Some cowered in meager scraps of hay as humans approached, while others forced paws and damp snouts between rusty iron bars, eager for any sort of contact.

Scenes like this can still be found at thousands of farms all over South Korea, where dogs are bred in wretched settings as both pets, and as meat, for a controversial industry that consumes up to a million dogs a year, according to Korean Animal Rights Advocates, a Seoul-based nonprofit group.

More: Here’s why the practice is changing: South Koreans eat more than 1 million dogs each year — but that’s slowly changing. Here’s why.
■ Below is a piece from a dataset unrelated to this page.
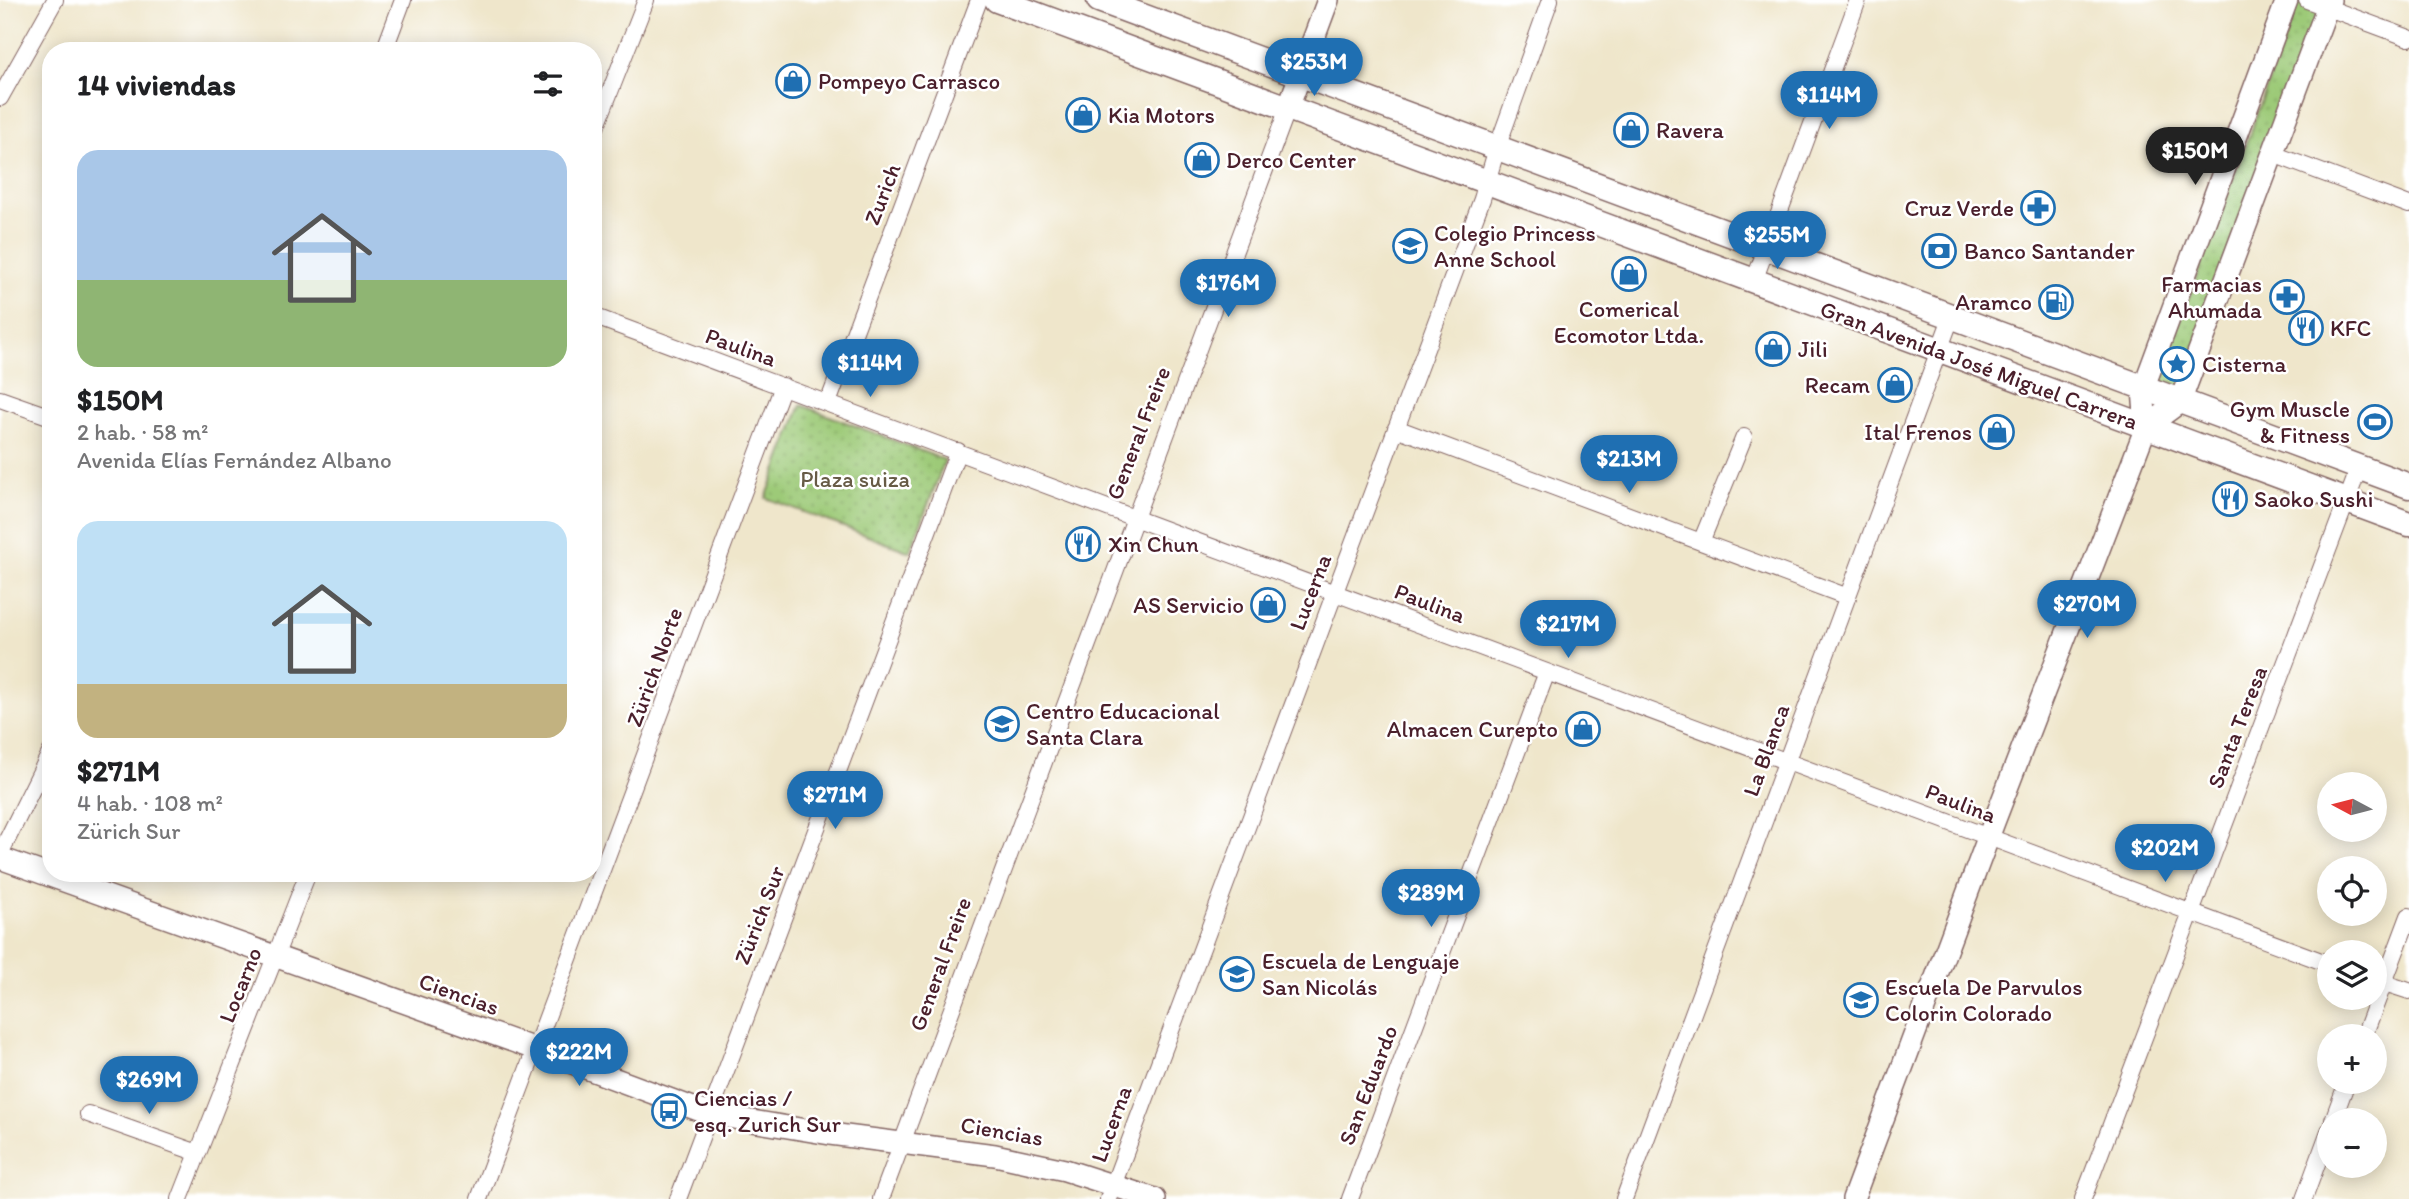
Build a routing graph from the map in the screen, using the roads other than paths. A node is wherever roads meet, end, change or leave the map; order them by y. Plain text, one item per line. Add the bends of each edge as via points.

Another organization, Washington, D.C.-based Humane Society International, or HSI, says up to 2.5 million dogs in South Korea are bred for consumption each year.

But this farm in Hongseong, about 90 miles south of South Korea’s capital, is closing, unable to stay afloat amid a decline in consumer demand for a traditional practice – eating dogs – that is being driven by changing attitudes about dogs, and dog meat, among younger Koreans and strong international condemnation by foreigners who view this East Asian country’s dog-meat trade not as local delicacy, but as taboo.

“Business has been very bad,” said Lee Sang-gu, 60, the farm’s owner.

He has bred dogs here for eight years and has been looking to get out of the business for some time. His opportunity finally came when a team from HSI, which works on animal-protection issues around the world, arrived in mid-February to begin a rescue operation that transported 200 dogs to shelters in the U.S. and Canada for adoption.

Lee is planning to work as a security guard after he takes computer-literacy courses, a career transition that is being partly funded by HSI. In exchange for closing the farm, the organization will financially support Lee as he retrains.

“The younger generation doesn’t eat dog meat at all and restaurants are closing. There are very few chances for me to sell and prices are dropping,” Lee said, adding that his wife and two daughters were ashamed of the farm and never visited.

Lee’s is the 14th dog farm shutdown that HSI has helped bring about in South Korea over the past four years. About 1,600 dogs have been saved in the process. But between 15,000 to 17,000 dog-meat farms still exist in South Korea.